* YOUR OBJECTIVE: Check each line of the entries below for the word "Osborne", then report how many have it, with no other words.

---

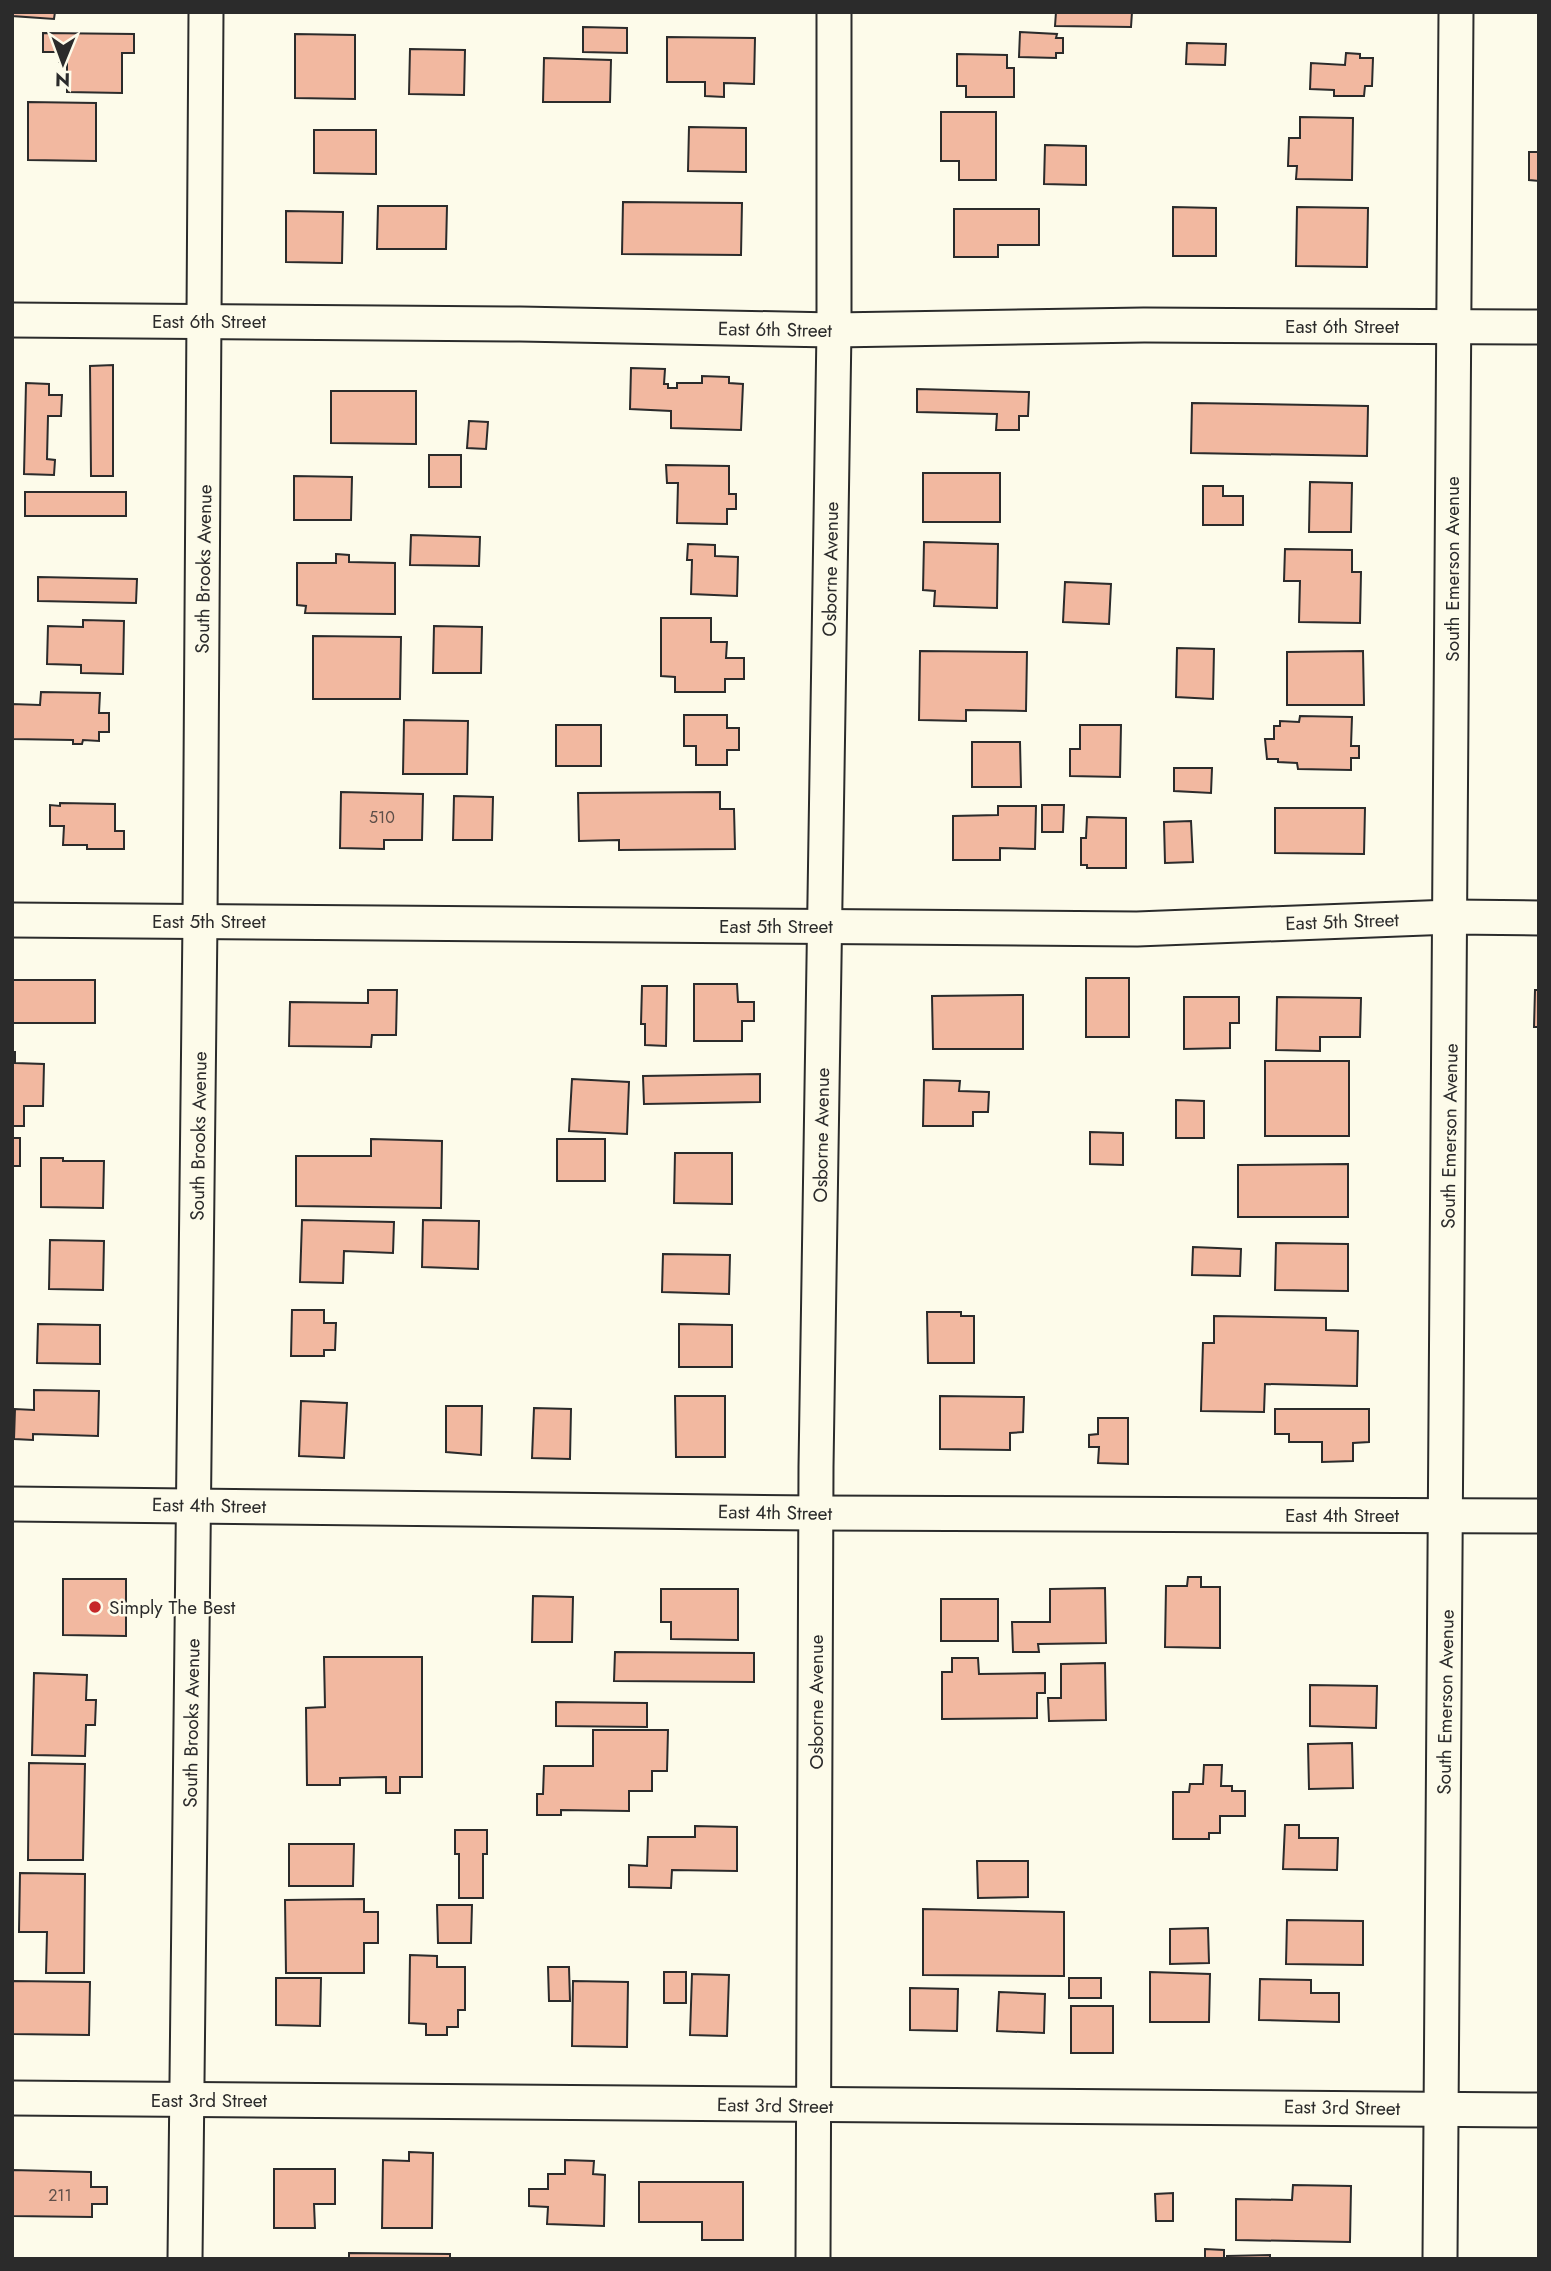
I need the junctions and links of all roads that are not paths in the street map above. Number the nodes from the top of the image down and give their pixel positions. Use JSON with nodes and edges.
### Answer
{"nodes":[{"id":1,"x":206,"y":12,"type":"edge"},
{"id":2,"x":834,"y":12,"type":"edge"},
{"id":3,"x":1456,"y":12,"type":"edge"},
{"id":4,"x":12,"y":320,"type":"edge"},
{"id":5,"x":205,"y":321,"type":"junction"},
{"id":6,"x":1455,"y":326,"type":"junction"},
{"id":7,"x":1539,"y":327,"type":"edge"},
{"id":8,"x":834,"y":330,"type":"junction"},
{"id":9,"x":1451,"y":917,"type":"junction"},
{"id":10,"x":1539,"y":918,"type":"edge"},
{"id":11,"x":12,"y":920,"type":"edge"},
{"id":12,"x":200,"y":921,"type":"junction"},
{"id":13,"x":824,"y":927,"type":"junction"},
{"id":14,"x":12,"y":1504,"type":"edge"},
{"id":15,"x":194,"y":1504,"type":"junction"},
{"id":16,"x":817,"y":1513,"type":"junction"},
{"id":17,"x":1447,"y":1515,"type":"junction"},
{"id":18,"x":1539,"y":1516,"type":"edge"},
{"id":19,"x":12,"y":2098,"type":"edge"},
{"id":20,"x":187,"y":2100,"type":"junction"},
{"id":21,"x":815,"y":2105,"type":"junction"},
{"id":22,"x":1441,"y":2108,"type":"junction"},
{"id":23,"x":1539,"y":2110,"type":"edge"},
{"id":24,"x":185,"y":2259,"type":"edge"},
{"id":25,"x":813,"y":2259,"type":"edge"},
{"id":26,"x":1440,"y":2259,"type":"edge"}],
"edges":[{"from":1,"to":5,"type":"street","name":"South Brooks Avenue"},
{"from":2,"to":8,"type":"street","name":"Osborne Avenue"},
{"from":3,"to":6,"type":"street","name":"South Emerson Avenue"},
{"from":4,"to":5,"type":"street","name":"East 6th Street"},
{"from":5,"to":8,"type":"street","name":"East 6th Street"},
{"from":5,"to":12,"type":"street","name":"South Brooks Avenue"},
{"from":6,"to":7,"type":"street","name":"East 6th Street"},
{"from":6,"to":8,"type":"street","name":"East 6th Street"},
{"from":6,"to":9,"type":"street","name":"South Emerson Avenue"},
{"from":8,"to":13,"type":"street","name":"Osborne Avenue"},
{"from":9,"to":10,"type":"street","name":"East 5th Street"},
{"from":9,"to":13,"type":"street","name":"East 5th Street"},
{"from":9,"to":17,"type":"street","name":"South Emerson Avenue"},
{"from":11,"to":12,"type":"street","name":"East 5th Street"},
{"from":12,"to":13,"type":"street","name":"East 5th Street"},
{"from":12,"to":15,"type":"street","name":"South Brooks Avenue"},
{"from":13,"to":16,"type":"street","name":"Osborne Avenue"},
{"from":14,"to":15,"type":"street","name":"East 4th Street"},
{"from":15,"to":16,"type":"street","name":"East 4th Street"},
{"from":15,"to":20,"type":"street","name":"South Brooks Avenue"},
{"from":16,"to":17,"type":"street","name":"East 4th Street"},
{"from":16,"to":21,"type":"street","name":"Osborne Avenue"},
{"from":17,"to":18,"type":"street","name":"East 4th Street"},
{"from":17,"to":22,"type":"street","name":"South Emerson Avenue"},
{"from":19,"to":20,"type":"street","name":"East 3rd Street"},
{"from":20,"to":21,"type":"street","name":"East 3rd Street"},
{"from":20,"to":24,"type":"street","name":"South Brooks Avenue"},
{"from":21,"to":22,"type":"street","name":"East 3rd Street"},
{"from":21,"to":25,"type":"street","name":"Osborne Avenue"},
{"from":22,"to":23,"type":"street","name":"East 3rd Street"},
{"from":22,"to":26,"type":"street","name":"South Emerson Avenue"}]}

---

* OUTPUT OF THE EXERCISE: 5